SNP-slice resolves mixed infections: simultaneously unveiling strain haplotypes and linking them to hosts

Author:

Ju Nianqiao1ORCID,Liu Jiawei2ORCID,He Qixin2ORCID

Affiliation:

1. Department of Statistics, Purdue University , West Lafayette, IN 47907, United States

2. Department of Biological Sciences, Purdue University , West Lafayette, IN 47907, United States

Abstract

Abstract Motivation Multi-strain infection is a common yet under-investigated phenomenon of many pathogens. Currently, biologists analyzing SNP information sometimes have to discard mixed infection samples as many downstream analyses require monogenomic inputs. Such a protocol impedes our understanding of the underlying genetic diversity, co-infection patterns, and genomic relatedness of pathogens. A scalable tool to learn and resolve the SNP-haplotypes from polygenomic data is an urgent need in molecular epidemiology. Results We develop a slice sampling Markov Chain Monte Carlo algorithm, named SNP-Slice, to learn not only the SNP-haplotypes of all strains in the populations but also which strains infect which hosts.

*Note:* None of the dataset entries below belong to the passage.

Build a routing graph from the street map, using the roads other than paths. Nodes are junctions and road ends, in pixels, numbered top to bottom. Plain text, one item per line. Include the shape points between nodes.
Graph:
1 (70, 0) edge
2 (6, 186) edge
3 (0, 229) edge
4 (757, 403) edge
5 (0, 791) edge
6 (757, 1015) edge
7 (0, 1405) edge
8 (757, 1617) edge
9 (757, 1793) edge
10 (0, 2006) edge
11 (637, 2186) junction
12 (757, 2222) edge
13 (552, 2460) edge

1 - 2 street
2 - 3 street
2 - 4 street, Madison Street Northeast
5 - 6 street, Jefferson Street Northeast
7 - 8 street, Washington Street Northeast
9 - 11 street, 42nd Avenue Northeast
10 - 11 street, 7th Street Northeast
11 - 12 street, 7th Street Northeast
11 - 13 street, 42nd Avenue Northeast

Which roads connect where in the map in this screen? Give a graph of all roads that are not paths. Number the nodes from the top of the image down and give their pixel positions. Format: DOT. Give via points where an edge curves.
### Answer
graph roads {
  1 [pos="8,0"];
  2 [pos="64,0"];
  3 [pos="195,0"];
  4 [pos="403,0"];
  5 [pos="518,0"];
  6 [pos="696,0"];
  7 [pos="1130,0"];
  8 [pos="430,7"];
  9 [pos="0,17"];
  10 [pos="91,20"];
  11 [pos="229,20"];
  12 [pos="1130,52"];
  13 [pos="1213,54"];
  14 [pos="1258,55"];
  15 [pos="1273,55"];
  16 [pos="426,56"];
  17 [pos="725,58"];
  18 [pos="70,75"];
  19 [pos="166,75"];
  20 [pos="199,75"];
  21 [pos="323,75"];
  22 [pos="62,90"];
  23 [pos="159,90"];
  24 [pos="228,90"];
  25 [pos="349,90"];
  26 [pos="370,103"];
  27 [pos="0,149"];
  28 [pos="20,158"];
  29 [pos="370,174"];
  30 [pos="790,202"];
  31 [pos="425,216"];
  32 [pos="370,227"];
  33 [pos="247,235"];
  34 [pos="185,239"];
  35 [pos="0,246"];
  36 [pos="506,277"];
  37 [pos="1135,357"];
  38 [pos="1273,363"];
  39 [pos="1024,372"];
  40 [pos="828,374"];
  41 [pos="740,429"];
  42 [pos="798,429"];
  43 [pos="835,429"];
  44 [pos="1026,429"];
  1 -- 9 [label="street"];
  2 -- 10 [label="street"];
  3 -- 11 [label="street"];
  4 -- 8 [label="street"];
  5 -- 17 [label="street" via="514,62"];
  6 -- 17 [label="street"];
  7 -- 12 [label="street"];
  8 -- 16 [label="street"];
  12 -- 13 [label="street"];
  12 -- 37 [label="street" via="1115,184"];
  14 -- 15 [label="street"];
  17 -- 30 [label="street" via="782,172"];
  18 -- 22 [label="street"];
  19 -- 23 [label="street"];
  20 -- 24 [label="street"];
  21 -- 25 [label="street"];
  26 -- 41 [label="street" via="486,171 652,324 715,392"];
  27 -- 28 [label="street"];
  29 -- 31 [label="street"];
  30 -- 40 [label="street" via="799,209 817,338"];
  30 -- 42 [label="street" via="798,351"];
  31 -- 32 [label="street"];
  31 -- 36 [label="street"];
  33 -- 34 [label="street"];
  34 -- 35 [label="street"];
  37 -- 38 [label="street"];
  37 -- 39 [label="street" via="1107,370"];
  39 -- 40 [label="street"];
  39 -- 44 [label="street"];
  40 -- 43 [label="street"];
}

Our method reconstructs SNP-haplotypes and individual heterozygosities accurately without reference panels and outperforms the state-of-the-art methods at estimating the multiplicity of infections and allele frequencies. Thus, SNP-Slice introduces a novel approach to address polygenomic data and opens a new avenue for resolving complex infection patterns in molecular surveillance. We illustrate the performance of SNP-Slice on empirical malaria and HIV datasets and provide recommendations for using our method on empirical datasets. Availability and Implementation The implementation of the SNP-Slice algorithm, as well as scripts to analyze SNP-Slice outputs, are available at https://github.com/nianqiaoju/snp-slice.

Funder

Indiana Clinical and Translational Sciences Institute funded

National Institutes of Health

Publisher

Oxford University Press (OUP)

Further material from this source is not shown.